INSTRUCTIONS TO FOLLOW -
Print every record exactly, but leave out the pictures.

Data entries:

########

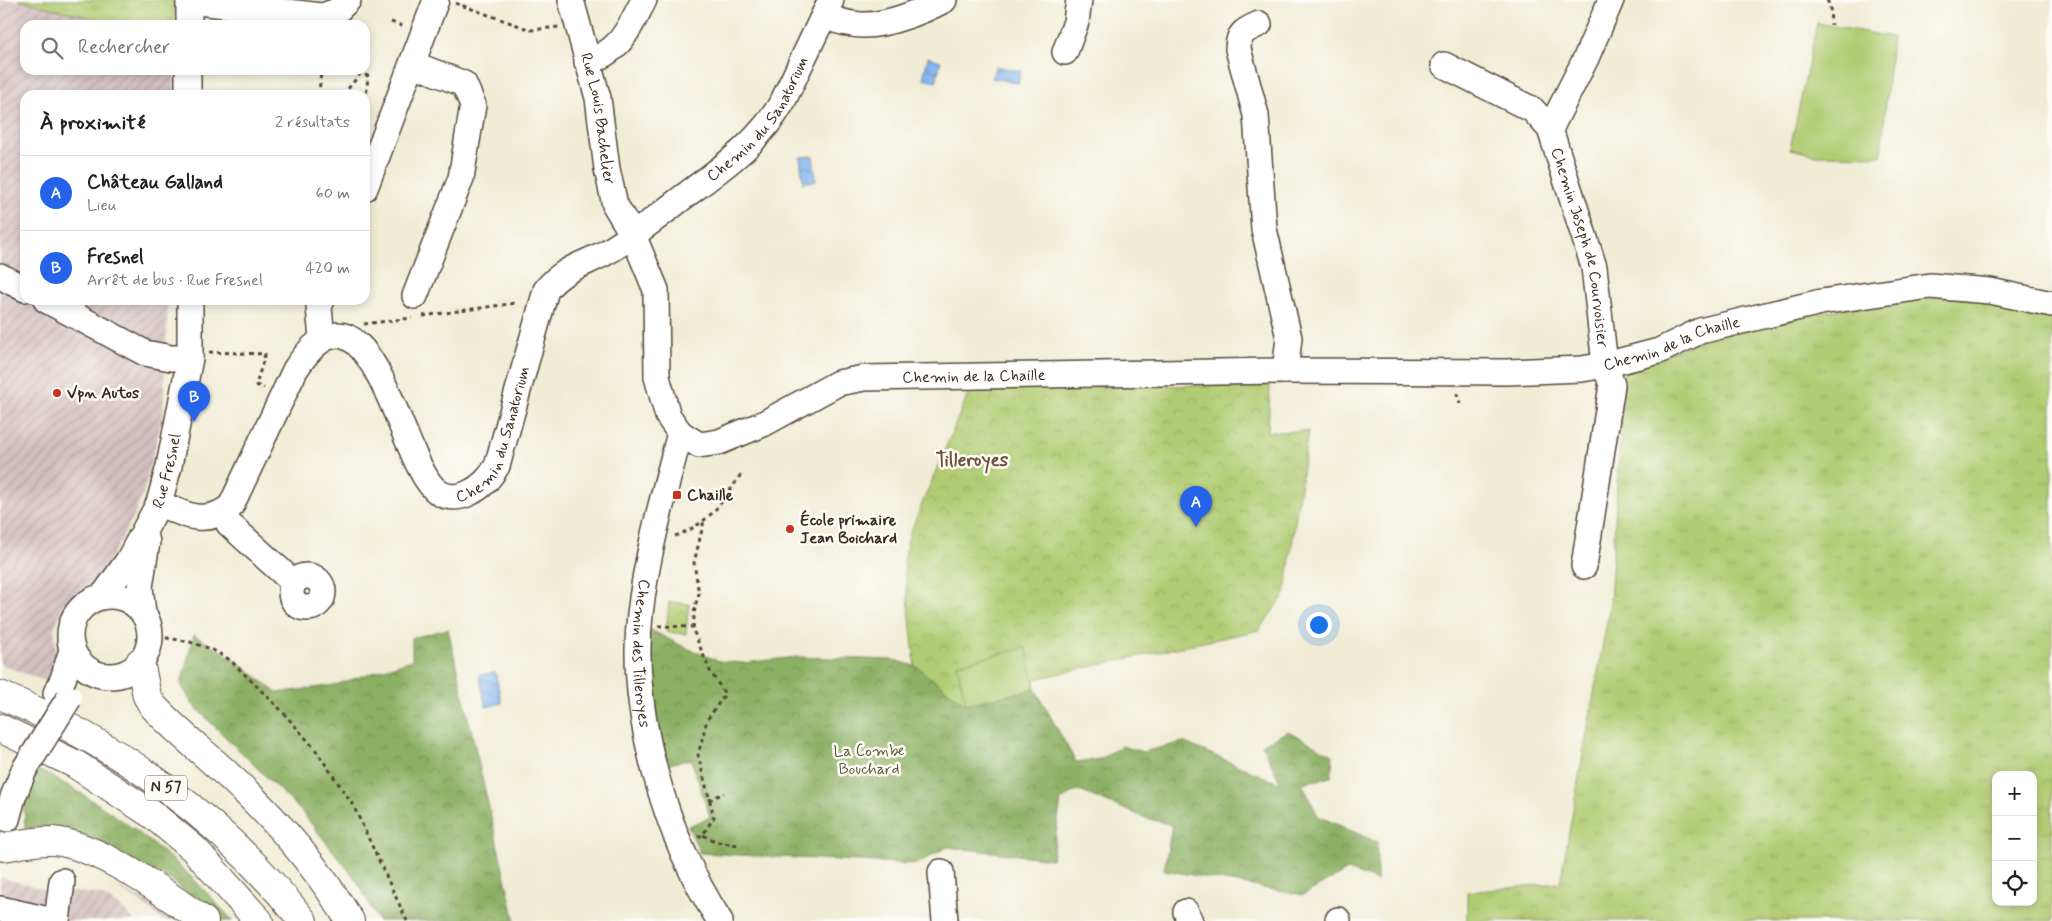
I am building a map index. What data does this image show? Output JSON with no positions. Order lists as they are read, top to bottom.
{
  "streets": {
    "highway": ["N 57"],
    "street": [
      "Chemin du Sanatorium",
      "Rue Louis Bachelier",
      "Chemin Joseph de Courvoisier",
      "Chemin de la Chaille",
      "Rue Fresnel",
      "Chemin des Tilleroyes"
    ]
  },
  "crossings": [
    ["Chemin du Sanatorium", "Rue Louis Bachelier"],
    ["Chemin Joseph de Courvoisier", "Chemin de la Chaille"],
    ["Chemin de la Chaille", "Chemin des Tilleroyes"]
  ],
  "districts": ["Tilleroyes"],
  "parks": ["La Combe Bouchard"],
  "places": {
    "other": ["Vpn Autos", "École primaire Jean Boichard"],
    "transit": ["Chaille"]
  },
  "page": {
    "search": "Rechercher",
    "heading": ["À proximité", "2 résultats"],
    "list": [
      {
        "mark": "A",
        "name": "Château Galland",
        "note": "Lieu",
        "value": "60 m"
      },
      {
        "mark": "B",
        "name": "Fresnel",
        "note": "Arrêt de bus · Rue Fresnel",
        "value": "420 m"
      }
    ],
    "pins": ["B", "A"],
    "map_buttons": ["+", "−"]
  }
}
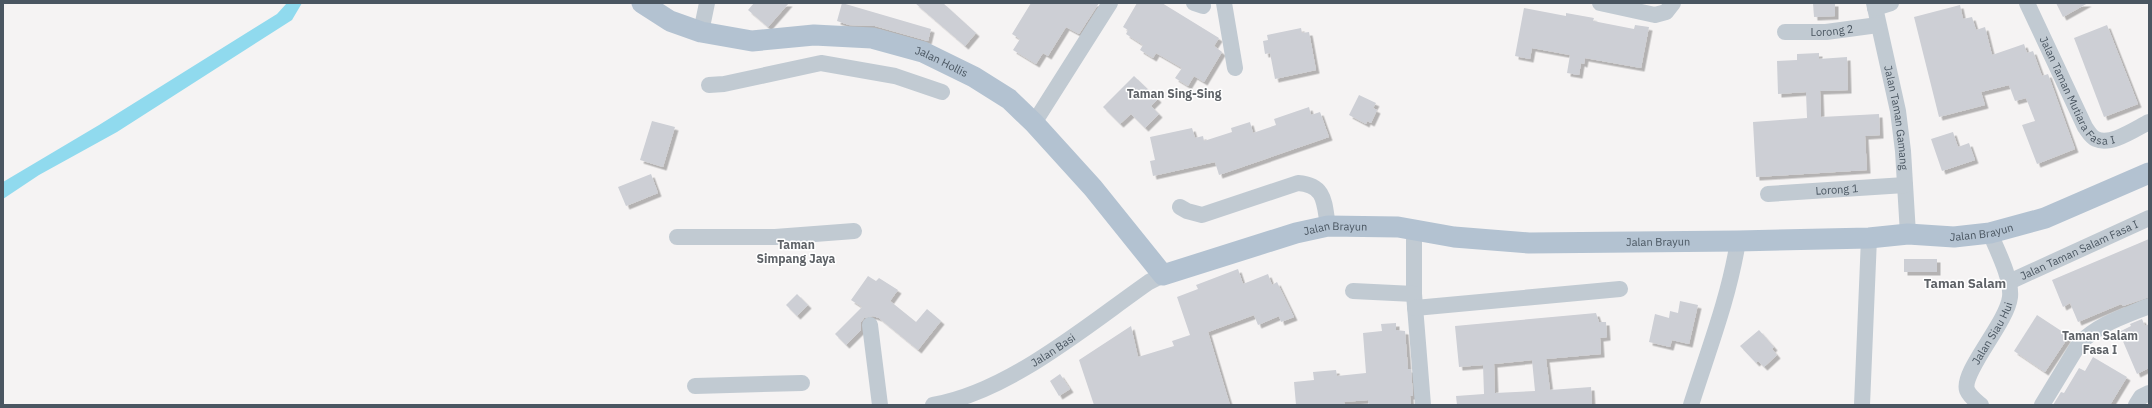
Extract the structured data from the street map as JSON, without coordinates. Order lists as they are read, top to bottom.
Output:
{
  "streets": {
    "main road": ["Jalan Hollis", "Jalan Brayun"],
    "street": [
      "Lorong 2",
      "Jalan Taman Mutiara Fasa I",
      "Jalan Taman Gamang",
      "Lorong 1",
      "Jalan Taman Salam Fasa I",
      "Jalan Siau Hui",
      "Jalan Basi"
    ]
  },
  "crossings": [
    ["Lorong 2", "Jalan Taman Gamang"],
    ["Jalan Hollis", "Jalan Brayun"],
    ["Jalan Hollis", "Jalan Basi"],
    ["Jalan Taman Gamang", "Lorong 1"],
    ["Jalan Taman Gamang", "Jalan Brayun"],
    ["Jalan Brayun", "Jalan Siau Hui"],
    ["Jalan Brayun", "Jalan Basi"],
    ["Jalan Taman Salam Fasa I", "Jalan Siau Hui"]
  ],
  "districts": [
    "Taman Sing-Sing",
    "Taman Simpang Jaya",
    "Taman Salam",
    "Taman Salam Fasa I"
  ]
}
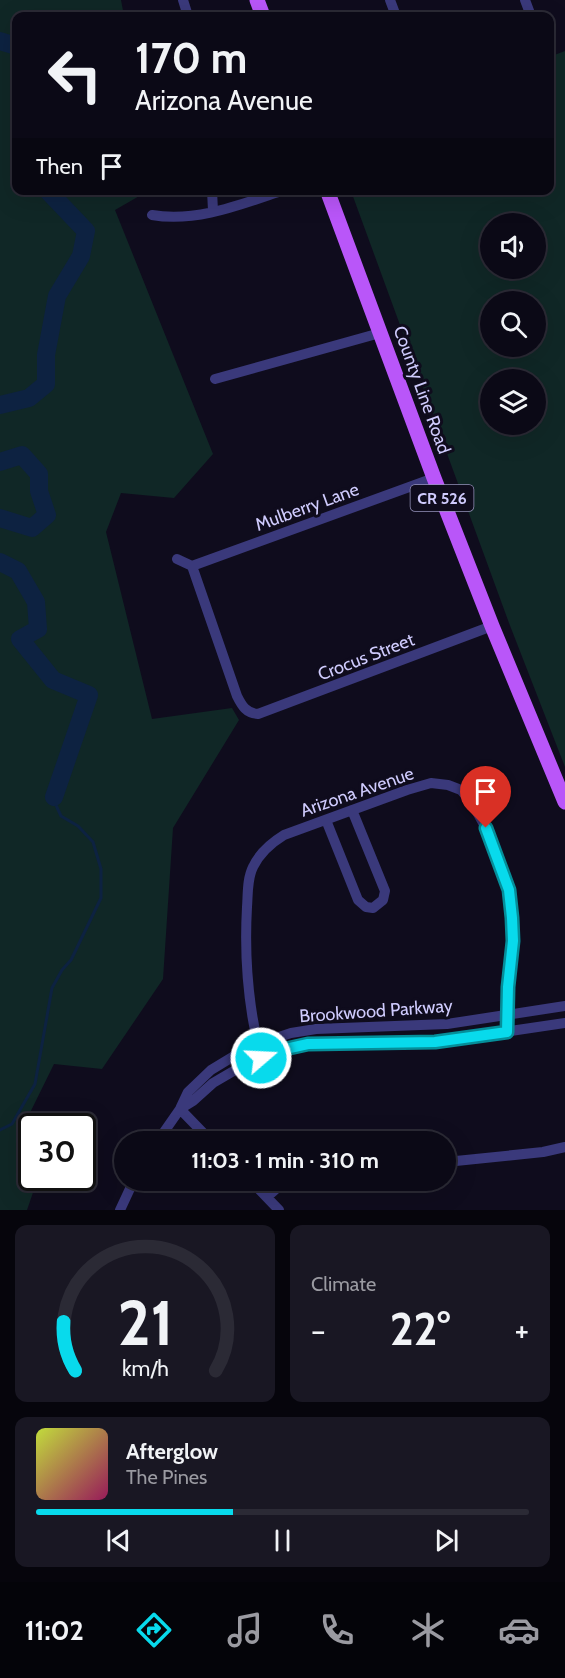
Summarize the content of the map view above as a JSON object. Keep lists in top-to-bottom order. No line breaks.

########

EXERCISE ANSWER -
I am building a map index. What data does this image show? Output JSON with no positions. Order lists as they are read, top to bottom.
{
  "streets": {
    "highway": ["N 57"],
    "street": [
      "Chemin du Sanatorium",
      "Rue Louis Bachelier",
      "Chemin Joseph de Courvoisier",
      "Chemin de la Chaille",
      "Rue Fresnel",
      "Chemin des Tilleroyes"
    ]
  },
  "crossings": [
    ["Chemin du Sanatorium", "Rue Louis Bachelier"],
    ["Chemin Joseph de Courvoisier", "Chemin de la Chaille"],
    ["Chemin de la Chaille", "Chemin des Tilleroyes"]
  ],
  "districts": ["Tilleroyes"],
  "parks": ["La Combe Bouchard"],
  "places": {
    "other": ["Vpn Autos", "École primaire Jean Boichard"],
    "transit": ["Chaille"]
  },
  "page": {
    "search": "Rechercher",
    "heading": ["À proximité", "2 résultats"],
    "list": [
      {
        "mark": "A",
        "name": "Château Galland",
        "note": "Lieu",
        "value": "60 m"
      },
      {
        "mark": "B",
        "name": "Fresnel",
        "note": "Arrêt de bus · Rue Fresnel",
        "value": "420 m"
      }
    ],
    "pins": ["B", "A"],
    "map_buttons": ["+", "−"]
  }
}
Extract the structured data from the street map as JSON, without coordinates. Order lists as they are read, top to bottom.
Output:
{
  "streets": {
    "main road": ["Jalan Hollis", "Jalan Brayun"],
    "street": [
      "Lorong 2",
      "Jalan Taman Mutiara Fasa I",
      "Jalan Taman Gamang",
      "Lorong 1",
      "Jalan Taman Salam Fasa I",
      "Jalan Siau Hui",
      "Jalan Basi"
    ]
  },
  "crossings": [
    ["Lorong 2", "Jalan Taman Gamang"],
    ["Jalan Hollis", "Jalan Brayun"],
    ["Jalan Hollis", "Jalan Basi"],
    ["Jalan Taman Gamang", "Lorong 1"],
    ["Jalan Taman Gamang", "Jalan Brayun"],
    ["Jalan Brayun", "Jalan Siau Hui"],
    ["Jalan Brayun", "Jalan Basi"],
    ["Jalan Taman Salam Fasa I", "Jalan Siau Hui"]
  ],
  "districts": [
    "Taman Sing-Sing",
    "Taman Simpang Jaya",
    "Taman Salam",
    "Taman Salam Fasa I"
  ]
}
Summarize the content of the map view above as a JSON object. Keep lists in top-to-bottom order. No line breaks.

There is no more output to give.